Need help with hydration

I am a very heavy sweater and salty as well. It usually leads to cramping every race.

What I did in training and for my last race, thanks to a couple threads here, was 1/2 cup table sugar, 1 scoop Gatorade for taste, 2 tea spoons Na citrate. About a 450cal, 1700mg sodium 20 oz bottle. Approximately 60-75 min per bottle as well as another 20oz bottle of just water per hour.

As far as energy is concerned, it works really well and in my last race, I didn’t cramp (though a cool weather prob helped a lot). However what I’ve noticed is that about 2.5-3 hrs into a workout or race, I start to pee a ton. Almost every 20-30 min I have to pee. The pee is high volume and clear yet I feel thirsty and under hydrated.

It’s annoying to go to bathroom every 30 min at home and in a race, I have coast in order to pee on the bike. So I have to wait for a downhill and all the coasting costs me time.

I can’t figure out if I’m doing too much sodium or not enough sodium or too much water or not enough water.
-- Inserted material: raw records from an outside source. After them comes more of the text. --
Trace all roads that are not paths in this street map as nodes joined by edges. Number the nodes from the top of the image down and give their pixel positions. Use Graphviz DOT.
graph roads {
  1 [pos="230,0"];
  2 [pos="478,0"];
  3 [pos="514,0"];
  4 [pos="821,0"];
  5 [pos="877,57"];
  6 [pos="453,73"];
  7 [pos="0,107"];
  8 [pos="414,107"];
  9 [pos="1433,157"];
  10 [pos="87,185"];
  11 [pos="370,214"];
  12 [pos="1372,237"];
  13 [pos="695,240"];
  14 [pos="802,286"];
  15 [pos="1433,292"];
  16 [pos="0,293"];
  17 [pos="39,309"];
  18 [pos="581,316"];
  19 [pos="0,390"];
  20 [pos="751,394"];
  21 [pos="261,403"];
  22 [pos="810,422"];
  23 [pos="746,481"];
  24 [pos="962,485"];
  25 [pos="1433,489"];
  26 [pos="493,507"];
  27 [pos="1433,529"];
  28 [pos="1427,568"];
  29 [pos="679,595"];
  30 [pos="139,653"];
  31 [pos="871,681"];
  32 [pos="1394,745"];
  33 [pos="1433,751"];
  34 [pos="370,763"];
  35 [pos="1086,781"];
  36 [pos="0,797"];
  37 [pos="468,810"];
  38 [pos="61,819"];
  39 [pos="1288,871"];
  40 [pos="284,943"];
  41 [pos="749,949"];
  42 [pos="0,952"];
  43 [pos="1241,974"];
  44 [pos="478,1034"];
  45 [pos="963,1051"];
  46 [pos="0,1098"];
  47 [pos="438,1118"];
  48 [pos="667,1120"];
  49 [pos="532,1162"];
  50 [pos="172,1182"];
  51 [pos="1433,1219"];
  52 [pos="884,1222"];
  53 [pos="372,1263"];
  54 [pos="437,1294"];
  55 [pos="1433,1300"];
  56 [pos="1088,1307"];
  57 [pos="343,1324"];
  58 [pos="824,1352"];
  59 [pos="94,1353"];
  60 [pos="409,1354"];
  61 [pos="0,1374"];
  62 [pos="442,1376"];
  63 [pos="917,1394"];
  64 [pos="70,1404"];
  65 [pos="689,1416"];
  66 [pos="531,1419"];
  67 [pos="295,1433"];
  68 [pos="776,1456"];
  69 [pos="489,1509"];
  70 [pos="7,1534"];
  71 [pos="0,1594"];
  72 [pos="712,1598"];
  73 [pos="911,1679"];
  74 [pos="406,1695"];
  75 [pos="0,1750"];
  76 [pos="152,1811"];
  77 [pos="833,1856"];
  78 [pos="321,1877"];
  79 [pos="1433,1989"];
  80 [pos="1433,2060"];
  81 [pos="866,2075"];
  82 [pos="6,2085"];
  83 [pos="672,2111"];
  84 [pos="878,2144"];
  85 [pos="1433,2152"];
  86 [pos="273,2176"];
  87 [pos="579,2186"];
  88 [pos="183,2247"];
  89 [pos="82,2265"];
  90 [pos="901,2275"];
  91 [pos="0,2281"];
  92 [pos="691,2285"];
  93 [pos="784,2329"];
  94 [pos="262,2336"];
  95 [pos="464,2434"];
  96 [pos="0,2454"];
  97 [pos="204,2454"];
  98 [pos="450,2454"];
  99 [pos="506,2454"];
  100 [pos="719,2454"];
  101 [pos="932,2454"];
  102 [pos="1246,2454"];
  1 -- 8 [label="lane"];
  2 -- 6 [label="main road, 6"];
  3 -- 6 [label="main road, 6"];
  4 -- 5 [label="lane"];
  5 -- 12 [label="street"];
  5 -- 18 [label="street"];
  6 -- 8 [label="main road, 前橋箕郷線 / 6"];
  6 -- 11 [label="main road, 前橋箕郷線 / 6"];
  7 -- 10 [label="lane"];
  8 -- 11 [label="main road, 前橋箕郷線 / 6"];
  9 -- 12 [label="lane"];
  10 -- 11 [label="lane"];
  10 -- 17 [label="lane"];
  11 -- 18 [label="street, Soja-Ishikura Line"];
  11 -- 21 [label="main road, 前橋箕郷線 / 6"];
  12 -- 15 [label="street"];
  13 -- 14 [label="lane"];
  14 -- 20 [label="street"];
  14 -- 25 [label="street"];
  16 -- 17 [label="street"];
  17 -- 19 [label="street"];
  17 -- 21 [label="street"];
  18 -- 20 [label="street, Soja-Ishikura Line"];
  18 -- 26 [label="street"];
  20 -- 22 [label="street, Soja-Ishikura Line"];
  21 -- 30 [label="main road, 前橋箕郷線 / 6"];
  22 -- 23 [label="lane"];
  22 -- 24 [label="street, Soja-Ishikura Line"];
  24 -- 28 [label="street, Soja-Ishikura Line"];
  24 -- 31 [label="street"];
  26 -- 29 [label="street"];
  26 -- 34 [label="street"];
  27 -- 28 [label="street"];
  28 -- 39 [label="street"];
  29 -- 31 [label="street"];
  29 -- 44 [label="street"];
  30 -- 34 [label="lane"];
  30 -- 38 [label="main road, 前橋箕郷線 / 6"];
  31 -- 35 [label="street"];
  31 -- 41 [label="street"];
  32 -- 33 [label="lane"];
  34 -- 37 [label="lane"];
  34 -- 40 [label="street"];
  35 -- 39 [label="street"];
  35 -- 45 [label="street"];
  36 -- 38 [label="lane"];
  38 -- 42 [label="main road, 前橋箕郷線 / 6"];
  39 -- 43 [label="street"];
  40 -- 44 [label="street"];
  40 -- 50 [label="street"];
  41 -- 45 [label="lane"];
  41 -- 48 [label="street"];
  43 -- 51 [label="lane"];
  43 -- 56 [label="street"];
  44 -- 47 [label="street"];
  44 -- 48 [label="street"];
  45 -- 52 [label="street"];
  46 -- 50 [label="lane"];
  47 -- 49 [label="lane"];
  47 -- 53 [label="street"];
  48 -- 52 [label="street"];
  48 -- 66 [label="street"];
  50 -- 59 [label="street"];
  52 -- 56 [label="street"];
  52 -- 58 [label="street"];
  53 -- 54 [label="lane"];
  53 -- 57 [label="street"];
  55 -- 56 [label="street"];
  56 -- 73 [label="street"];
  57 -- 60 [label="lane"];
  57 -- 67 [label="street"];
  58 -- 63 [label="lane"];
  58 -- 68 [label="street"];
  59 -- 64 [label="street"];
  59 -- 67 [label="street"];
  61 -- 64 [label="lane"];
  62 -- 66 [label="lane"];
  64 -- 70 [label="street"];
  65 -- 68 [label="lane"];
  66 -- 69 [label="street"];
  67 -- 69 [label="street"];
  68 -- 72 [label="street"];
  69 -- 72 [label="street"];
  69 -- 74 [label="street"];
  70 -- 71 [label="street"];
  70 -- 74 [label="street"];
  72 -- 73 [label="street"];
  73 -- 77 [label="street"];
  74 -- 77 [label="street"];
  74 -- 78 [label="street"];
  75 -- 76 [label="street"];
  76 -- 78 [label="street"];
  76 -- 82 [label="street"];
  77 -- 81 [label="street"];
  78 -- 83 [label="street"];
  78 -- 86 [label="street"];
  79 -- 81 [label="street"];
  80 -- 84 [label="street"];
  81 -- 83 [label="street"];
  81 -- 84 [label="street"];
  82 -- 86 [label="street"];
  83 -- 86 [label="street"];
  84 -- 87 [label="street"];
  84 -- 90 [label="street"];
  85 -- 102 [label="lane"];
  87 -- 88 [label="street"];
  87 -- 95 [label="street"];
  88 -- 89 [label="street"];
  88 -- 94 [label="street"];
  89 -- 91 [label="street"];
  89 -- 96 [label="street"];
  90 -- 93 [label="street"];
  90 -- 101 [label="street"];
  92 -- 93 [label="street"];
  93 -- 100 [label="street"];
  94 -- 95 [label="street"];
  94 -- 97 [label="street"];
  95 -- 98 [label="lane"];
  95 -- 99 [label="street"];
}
Is it a ph issue and kidneys are trying to balance protons am with sodium excretion? If anyone knows the problem, I would appreciate it.
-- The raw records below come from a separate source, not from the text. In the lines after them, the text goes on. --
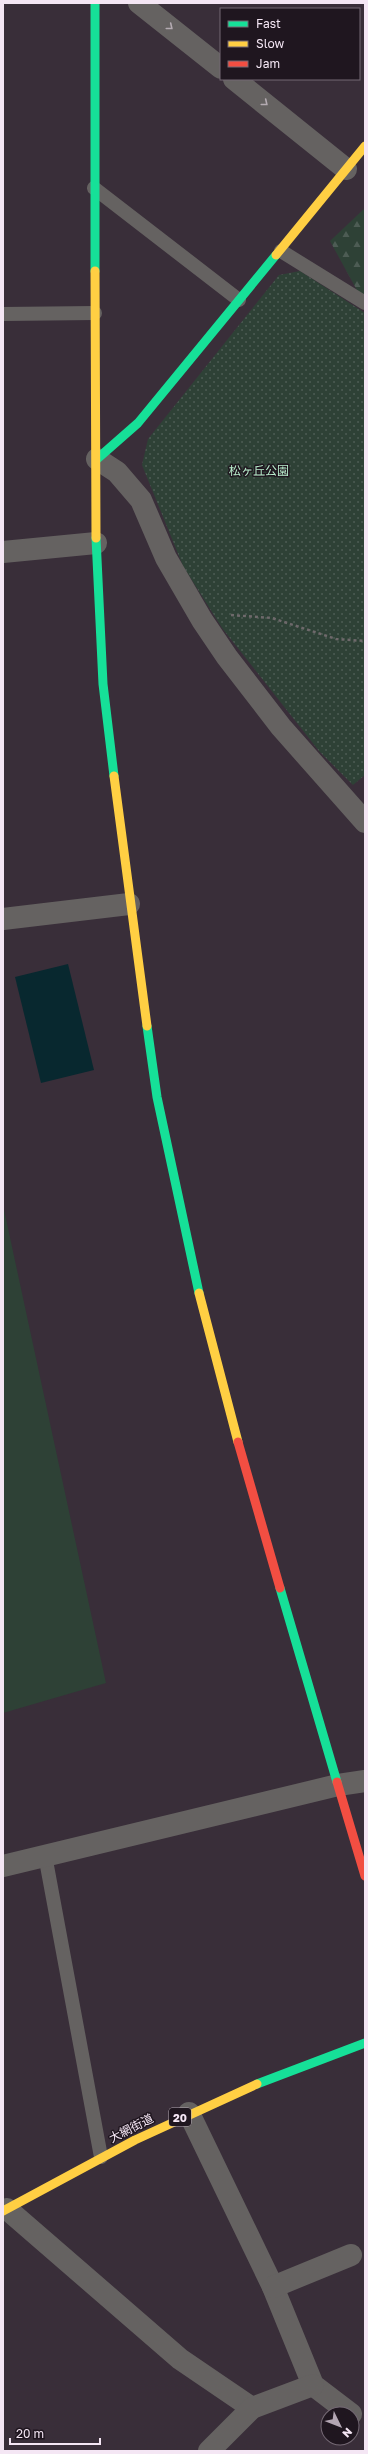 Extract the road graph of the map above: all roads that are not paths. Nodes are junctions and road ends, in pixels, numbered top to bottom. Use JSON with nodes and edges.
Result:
{"nodes":[{"id":1,"x":95,"y":3,"type":"edge"},
{"id":2,"x":140,"y":3,"type":"edge"},
{"id":3,"x":220,"y":67,"type":"edge"},
{"id":4,"x":235,"y":80,"type":"edge"},
{"id":5,"x":365,"y":146,"type":"edge"},
{"id":6,"x":346,"y":169,"type":"junction"},
{"id":7,"x":94,"y":188,"type":"junction"},
{"id":8,"x":281,"y":251,"type":"junction"},
{"id":9,"x":239,"y":300,"type":"junction"},
{"id":10,"x":365,"y":303,"type":"edge"},
{"id":11,"x":95,"y":313,"type":"junction"},
{"id":12,"x":3,"y":314,"type":"edge"},
{"id":13,"x":97,"y":459,"type":"junction"},
{"id":14,"x":96,"y":542,"type":"junction"},
{"id":15,"x":3,"y":552,"type":"edge"},
{"id":16,"x":365,"y":822,"type":"edge"},
{"id":17,"x":129,"y":904,"type":"junction"},
{"id":18,"x":3,"y":919,"type":"edge"},
{"id":19,"x":365,"y":1781,"type":"edge"},
{"id":20,"x":338,"y":1785,"type":"junction"},
{"id":21,"x":45,"y":1855,"type":"junction"},
{"id":22,"x":3,"y":1866,"type":"edge"},
{"id":23,"x":365,"y":1876,"type":"edge"},
{"id":24,"x":365,"y":2043,"type":"edge"},
{"id":25,"x":189,"y":2113,"type":"junction"},
{"id":26,"x":101,"y":2157,"type":"junction"},
{"id":27,"x":5,"y":2210,"type":"edge"},
{"id":28,"x":351,"y":2255,"type":"dead end"},
{"id":29,"x":273,"y":2287,"type":"junction"},
{"id":30,"x":313,"y":2385,"type":"junction"},
{"id":31,"x":341,"y":2406,"type":"edge"},
{"id":32,"x":252,"y":2408,"type":"junction"},
{"id":33,"x":209,"y":2451,"type":"edge"}],
"edges":[{"from":1,"to":7,"type":"street"},
{"from":2,"to":3,"type":"street","one_way":true},
{"from":4,"to":6,"type":"street","one_way":true},
{"from":5,"to":6,"type":"street"},
{"from":6,"to":8,"type":"street"},
{"from":7,"to":9,"type":"lane"},
{"from":7,"to":11,"type":"street"},
{"from":8,"to":9,"type":"street"},
{"from":8,"to":10,"type":"lane"},
{"from":9,"to":13,"type":"street"},
{"from":11,"to":12,"type":"lane"},
{"from":11,"to":13,"type":"street"},
{"from":13,"to":14,"type":"street"},
{"from":13,"to":16,"type":"street"},
{"from":14,"to":15,"type":"street"},
{"from":14,"to":17,"type":"street"},
{"from":17,"to":18,"type":"street"},
{"from":17,"to":20,"type":"street"},
{"from":19,"to":20,"type":"street"},
{"from":20,"to":21,"type":"street"},
{"from":20,"to":23,"type":"street"},
{"from":21,"to":22,"type":"street"},
{"from":21,"to":26,"type":"lane"},
{"from":24,"to":25,"type":"street","name":"大網街道","number":"20"},
{"from":25,"to":26,"type":"street","name":"大網街道","number":"20"},
{"from":25,"to":29,"type":"street"},
{"from":26,"to":27,"type":"street","name":"大網街道","number":"20"},
{"from":27,"to":32,"type":"street"},
{"from":28,"to":29,"type":"street"},
{"from":29,"to":30,"type":"street"},
{"from":30,"to":31,"type":"street"},
{"from":30,"to":32,"type":"street"},
{"from":32,"to":33,"type":"street"}]}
Not an expert, but a ‘hydration enthusiast’ :slight_smile:
40 oz is 1.2 liters, so you are drinking 1 to 1.2 liters/hour, with 1700ish mg sodium/hour. That is on the very high end of what I have seen reported as sodium lost per hour in athletes (based on my recolection), so you may be overdoing the sodium. I highly doubt that you have too little sodium in that mix. The amount of water seems reasonable for a warm/hot day and a high sweat rate.
Have you tried actually measuring your sweat rate? It could be quite informative, as if you are peeing a lot and not losing water weight then you are likely drinking too much volume, while if you are losing weight and peeing a lot then maybe too much sodium is causing you to become dehydrated. I’m not sure what the acute symptoms of excessive sodium consumption during exercise are.
I’ve done this a few times while on the trainer. I weigh myself (dry and nude), along with whatever nutrition/hydration I plan on having during the ride, then after the ride weigh myself again after drying off, any unused nutrition/hydration, as well as any used hydration that I collected during the ride. This will give you a good idea of your sweat rate for those conditions and effort level.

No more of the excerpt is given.